Untuk mempersiapkan generasi emas 2045, salah satu yang dientaskan oleh pemerintah adalah masalah stunting.
Saat ini, dari tingkat pemerintah pusat hingga pemerintah daerah gencar menekan angka stunting di wilayahnya.
Sebenarnya, apa itu stunting ? Mari kita ketahui stunting itu apa, penyebab stunting dan cara mengukur stunting.
Stunting adalah salah satu ukuran utama yang digunakan untuk menilai malnutrisi pada anak.

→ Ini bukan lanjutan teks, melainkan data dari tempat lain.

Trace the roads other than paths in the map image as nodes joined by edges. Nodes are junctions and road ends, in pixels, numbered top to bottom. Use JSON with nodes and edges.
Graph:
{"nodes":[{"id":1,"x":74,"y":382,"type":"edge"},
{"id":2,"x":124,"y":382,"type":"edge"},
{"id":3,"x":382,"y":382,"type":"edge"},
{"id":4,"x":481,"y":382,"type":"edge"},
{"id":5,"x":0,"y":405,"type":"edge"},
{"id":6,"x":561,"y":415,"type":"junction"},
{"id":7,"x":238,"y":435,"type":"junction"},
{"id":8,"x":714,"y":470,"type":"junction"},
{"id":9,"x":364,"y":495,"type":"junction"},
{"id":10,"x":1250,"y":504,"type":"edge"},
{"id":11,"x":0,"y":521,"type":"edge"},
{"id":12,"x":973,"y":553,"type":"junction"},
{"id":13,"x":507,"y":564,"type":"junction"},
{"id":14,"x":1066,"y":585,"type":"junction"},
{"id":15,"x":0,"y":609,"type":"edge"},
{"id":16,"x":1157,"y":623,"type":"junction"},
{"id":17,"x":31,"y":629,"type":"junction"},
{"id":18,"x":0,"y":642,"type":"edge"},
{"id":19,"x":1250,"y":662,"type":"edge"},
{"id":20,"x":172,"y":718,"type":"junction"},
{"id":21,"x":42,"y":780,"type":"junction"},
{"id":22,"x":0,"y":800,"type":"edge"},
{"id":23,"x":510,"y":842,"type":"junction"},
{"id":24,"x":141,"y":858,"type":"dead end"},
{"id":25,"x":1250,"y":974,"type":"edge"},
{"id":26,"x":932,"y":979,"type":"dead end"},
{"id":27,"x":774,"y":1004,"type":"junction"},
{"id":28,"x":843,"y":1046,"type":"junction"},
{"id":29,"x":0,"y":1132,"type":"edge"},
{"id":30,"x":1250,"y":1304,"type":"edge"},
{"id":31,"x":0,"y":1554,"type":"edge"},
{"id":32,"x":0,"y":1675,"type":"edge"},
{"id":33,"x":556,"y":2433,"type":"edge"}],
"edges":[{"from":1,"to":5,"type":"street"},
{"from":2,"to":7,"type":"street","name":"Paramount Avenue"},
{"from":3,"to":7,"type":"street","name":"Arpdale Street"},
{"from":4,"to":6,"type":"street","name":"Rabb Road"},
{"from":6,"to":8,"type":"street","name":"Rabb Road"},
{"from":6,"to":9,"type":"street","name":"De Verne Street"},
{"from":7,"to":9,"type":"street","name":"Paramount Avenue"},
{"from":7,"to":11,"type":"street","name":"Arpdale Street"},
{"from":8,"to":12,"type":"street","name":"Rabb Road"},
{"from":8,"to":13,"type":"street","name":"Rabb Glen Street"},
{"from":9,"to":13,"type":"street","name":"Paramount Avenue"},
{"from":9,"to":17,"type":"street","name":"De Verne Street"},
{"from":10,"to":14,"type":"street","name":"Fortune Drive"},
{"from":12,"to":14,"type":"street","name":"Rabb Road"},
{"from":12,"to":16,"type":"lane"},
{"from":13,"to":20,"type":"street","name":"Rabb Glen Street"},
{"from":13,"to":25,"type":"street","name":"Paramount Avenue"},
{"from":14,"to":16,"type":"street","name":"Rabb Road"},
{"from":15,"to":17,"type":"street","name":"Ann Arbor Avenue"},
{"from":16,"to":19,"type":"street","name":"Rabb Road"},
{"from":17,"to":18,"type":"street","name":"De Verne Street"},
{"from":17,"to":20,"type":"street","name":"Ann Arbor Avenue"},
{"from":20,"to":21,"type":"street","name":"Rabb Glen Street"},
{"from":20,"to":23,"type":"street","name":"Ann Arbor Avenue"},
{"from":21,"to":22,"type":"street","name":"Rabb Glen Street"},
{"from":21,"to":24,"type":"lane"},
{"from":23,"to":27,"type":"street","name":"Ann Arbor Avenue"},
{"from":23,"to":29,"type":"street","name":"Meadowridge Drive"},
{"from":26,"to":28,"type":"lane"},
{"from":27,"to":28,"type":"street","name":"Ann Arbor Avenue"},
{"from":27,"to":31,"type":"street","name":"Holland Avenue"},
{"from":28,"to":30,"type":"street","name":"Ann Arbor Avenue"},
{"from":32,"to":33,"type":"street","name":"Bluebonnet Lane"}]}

Hal ini menunjukkan bahwa seorang anak gagal mencapai potensi pertumbuhannya akibat penyakit, kesehatan yang buruk, dan kekurangan gizi.
Seorang anak dikatakan 'kerdil' jika ia terlalu pendek untuk usianya.
Hal ini menunjukkan bahwa pertumbuhan dan perkembangan mereka terhambat.
Stunting bukan hanya persoalan pada masa kanak-kanak.
Hal ini mempengaruhi perkembangan fisik dan kognitif – dampak yang dapat bertahan sepanjang hidup seseorang.
Terdapat beberapa bukti yang menunjukkan bahwa 'catch-up growth' mungkin terjadi: bahwa dampak-dampak tersebut dapat dibalik jika kondisi lingkungan membaik secara signifikan. Namun hal ini tidak selalu terjadi.
Bagaimana cara mengukur stunting ?
Dilansir ourworldindata.org, stunting diukur berdasarkan tinggi badan anak dibandingkan dengan usianya.